Everything is great! It's truly a perfect trailer for us!

I live in Indiana, between Anderson, Pendleton, and Lapel. My wife and I both work for the same company, but different departments. She just turned 50, I'm 58, so we've got a few more years to go before joining the full timer ranks.

My user on RV.net is also DutchmenSport.

Nice to meet you all.


----------



## Leedek (Nov 28, 2010)

Welcome to Outbackers.







There are many good folks here with all kinds of good advice and information. My 210RS OB is the shortest one made but it works well for the DW and I. If you're ever in the Vancouver, WA area then come by and have a cup.


----------



## Oregon_Camper (Sep 13, 2004)

Welcome...Welcome...Welcome.

Glad you found us.









Congrats on the newOutback. You're going to LOVE it.


----------



## KTMRacer (Jun 28, 2010)

Welcome, and sounds like you love the trailer.

We have a 2011 295RE, the initial version, basically a 298 w/o the bedroom slide.

we love the trailer, the room, the great view we get out the windows. So far we've towed it just over 20K miles, camped in it over 300 days since we got it in June 2010. This summer we finished a 3 week trip around Montana with 2 grandkids and our daughter and never did we feel cramped, run out of room for people or stuff. SIL was bummed he had to work and couldn't join us. Tanks are big enough for a week of dry camping easily.

so far, even with grandkids along, everything is holding up well, no obvious "wear and tear". I will admit we had ONE warranty issue. Just before the 1 yr warranty was up I noticed the alloy wheels started to have some white spots. Expected a "that's normal wear" response but the dealer took pictures, sent them to Keystone and a few weeks later I had a brand new set of alloy wheels!

Like anything there area few things I would have done differently, but overall things seem well thought out. IMHO the 13.5K BTU in our unit is marginal for the trailer size. But we fortunetly are in an area where summertime temps aren't that outrageous, so it works OK.

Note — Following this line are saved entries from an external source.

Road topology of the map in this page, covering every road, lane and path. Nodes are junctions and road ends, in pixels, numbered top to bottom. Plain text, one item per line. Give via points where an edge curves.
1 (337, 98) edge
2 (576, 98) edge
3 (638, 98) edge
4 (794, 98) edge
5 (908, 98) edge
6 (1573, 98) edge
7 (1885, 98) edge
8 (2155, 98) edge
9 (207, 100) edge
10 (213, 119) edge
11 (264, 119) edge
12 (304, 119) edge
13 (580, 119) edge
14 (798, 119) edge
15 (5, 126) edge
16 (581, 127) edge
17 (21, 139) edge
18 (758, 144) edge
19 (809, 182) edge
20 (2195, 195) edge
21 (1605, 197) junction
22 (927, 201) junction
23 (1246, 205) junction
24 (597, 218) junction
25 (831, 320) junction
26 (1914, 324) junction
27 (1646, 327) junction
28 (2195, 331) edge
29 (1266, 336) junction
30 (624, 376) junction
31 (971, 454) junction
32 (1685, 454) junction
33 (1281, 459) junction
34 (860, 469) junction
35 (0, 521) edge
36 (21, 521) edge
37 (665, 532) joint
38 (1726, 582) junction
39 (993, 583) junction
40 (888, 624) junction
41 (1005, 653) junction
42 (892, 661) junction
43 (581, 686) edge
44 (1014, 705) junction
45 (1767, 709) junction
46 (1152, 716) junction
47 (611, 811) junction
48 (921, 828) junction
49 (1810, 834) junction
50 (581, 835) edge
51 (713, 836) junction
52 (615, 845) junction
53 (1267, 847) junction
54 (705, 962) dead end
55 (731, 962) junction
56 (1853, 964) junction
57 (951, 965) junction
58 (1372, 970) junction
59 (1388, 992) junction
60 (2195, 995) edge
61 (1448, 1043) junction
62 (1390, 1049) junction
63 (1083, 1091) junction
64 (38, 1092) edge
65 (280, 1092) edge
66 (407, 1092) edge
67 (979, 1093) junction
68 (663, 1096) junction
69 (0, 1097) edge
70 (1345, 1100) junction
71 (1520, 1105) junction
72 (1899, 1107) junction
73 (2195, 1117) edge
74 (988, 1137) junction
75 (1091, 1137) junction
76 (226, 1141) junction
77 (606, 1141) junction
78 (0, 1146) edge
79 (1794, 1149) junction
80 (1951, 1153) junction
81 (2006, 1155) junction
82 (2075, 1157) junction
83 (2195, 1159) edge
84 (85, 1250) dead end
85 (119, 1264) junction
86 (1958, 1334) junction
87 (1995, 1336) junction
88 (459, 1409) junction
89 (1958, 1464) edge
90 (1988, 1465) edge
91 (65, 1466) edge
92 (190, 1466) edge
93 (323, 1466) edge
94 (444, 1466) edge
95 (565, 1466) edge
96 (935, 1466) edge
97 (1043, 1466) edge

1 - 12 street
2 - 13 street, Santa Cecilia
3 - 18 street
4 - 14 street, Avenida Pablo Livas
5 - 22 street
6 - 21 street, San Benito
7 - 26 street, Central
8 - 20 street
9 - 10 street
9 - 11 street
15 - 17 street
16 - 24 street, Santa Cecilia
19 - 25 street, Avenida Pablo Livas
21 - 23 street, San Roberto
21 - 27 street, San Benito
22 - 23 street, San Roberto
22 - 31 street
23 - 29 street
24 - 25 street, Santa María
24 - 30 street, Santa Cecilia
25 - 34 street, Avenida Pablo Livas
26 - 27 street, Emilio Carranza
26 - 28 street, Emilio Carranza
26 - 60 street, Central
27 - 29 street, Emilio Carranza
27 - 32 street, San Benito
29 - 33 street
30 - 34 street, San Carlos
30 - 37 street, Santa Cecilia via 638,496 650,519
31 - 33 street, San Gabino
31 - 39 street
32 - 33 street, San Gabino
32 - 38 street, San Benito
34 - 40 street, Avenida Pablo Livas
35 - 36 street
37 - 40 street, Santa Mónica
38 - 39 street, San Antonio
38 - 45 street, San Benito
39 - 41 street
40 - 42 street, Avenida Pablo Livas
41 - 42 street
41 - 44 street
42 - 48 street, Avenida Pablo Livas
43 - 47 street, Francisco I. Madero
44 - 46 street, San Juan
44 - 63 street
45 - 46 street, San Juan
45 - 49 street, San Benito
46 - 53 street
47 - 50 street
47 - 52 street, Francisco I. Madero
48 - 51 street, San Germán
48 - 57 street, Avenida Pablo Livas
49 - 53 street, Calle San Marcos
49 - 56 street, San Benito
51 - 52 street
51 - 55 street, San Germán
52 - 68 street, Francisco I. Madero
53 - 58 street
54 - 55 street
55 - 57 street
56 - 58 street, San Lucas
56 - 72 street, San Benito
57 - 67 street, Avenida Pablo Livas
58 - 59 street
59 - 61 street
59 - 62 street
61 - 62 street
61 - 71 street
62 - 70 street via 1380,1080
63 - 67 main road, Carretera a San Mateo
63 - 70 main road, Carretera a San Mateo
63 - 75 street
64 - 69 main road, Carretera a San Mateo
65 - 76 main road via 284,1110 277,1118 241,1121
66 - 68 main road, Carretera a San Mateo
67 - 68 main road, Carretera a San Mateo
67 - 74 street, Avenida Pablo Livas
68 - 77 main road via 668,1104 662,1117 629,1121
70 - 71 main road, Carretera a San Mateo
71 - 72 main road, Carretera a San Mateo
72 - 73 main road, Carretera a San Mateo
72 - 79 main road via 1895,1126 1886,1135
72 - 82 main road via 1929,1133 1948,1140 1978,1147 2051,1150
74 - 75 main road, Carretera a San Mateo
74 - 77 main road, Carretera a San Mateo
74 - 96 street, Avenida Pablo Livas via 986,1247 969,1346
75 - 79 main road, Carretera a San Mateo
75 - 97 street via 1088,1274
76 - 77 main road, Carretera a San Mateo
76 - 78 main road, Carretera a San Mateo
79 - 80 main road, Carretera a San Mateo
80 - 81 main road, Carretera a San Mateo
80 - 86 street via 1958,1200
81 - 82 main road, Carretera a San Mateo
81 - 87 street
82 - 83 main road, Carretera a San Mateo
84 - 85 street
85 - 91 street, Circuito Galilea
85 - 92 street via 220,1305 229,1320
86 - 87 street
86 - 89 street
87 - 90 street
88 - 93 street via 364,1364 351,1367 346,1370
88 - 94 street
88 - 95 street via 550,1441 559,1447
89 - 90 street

We have a Reese Dual Cam setup and it tows great behind our CC duramax. Even DW will drive if we are on the freeway away from towns. Backing is easy, way easier than my 14' cargo trailer.

But that length does limit campgrounds and there are a few of our old favorite places that we just can't get into with the 295.

Our mattress was good to start with, but after about 9 months, it was starting to show it's quality. We ended up replacing it with an Air Dream air over coil spring mattress and love it.

And the air bed sofa has gotten a workout with Daughter/SIL or our son and it's according to them, darn comfortable.

The dinette sofa, well, so far we really haven't even figured out how you supposed to arrange the cushions, but it's fine for the grandkids.


----------



## Todd&Regan (Jul 1, 2010)

From one hoosier to another, welcome to Outbackers! My family and I have been so happy with our 2010 Outback 270BH (which we sold a couple weeks ago) we will be purchasing another in the spring...301BQ. Maybe we'll see you at a state park sometime. We usually go to Potato Creek in North Liberty, Pokagon in Angola, and Mississinewa in Peru. We also like to go up to Michigan.


----------



## Thor (Apr 7, 2004)

Welcome to Outbackers!!!!! There is a lot of great information that can be found on this site.

Thor


----------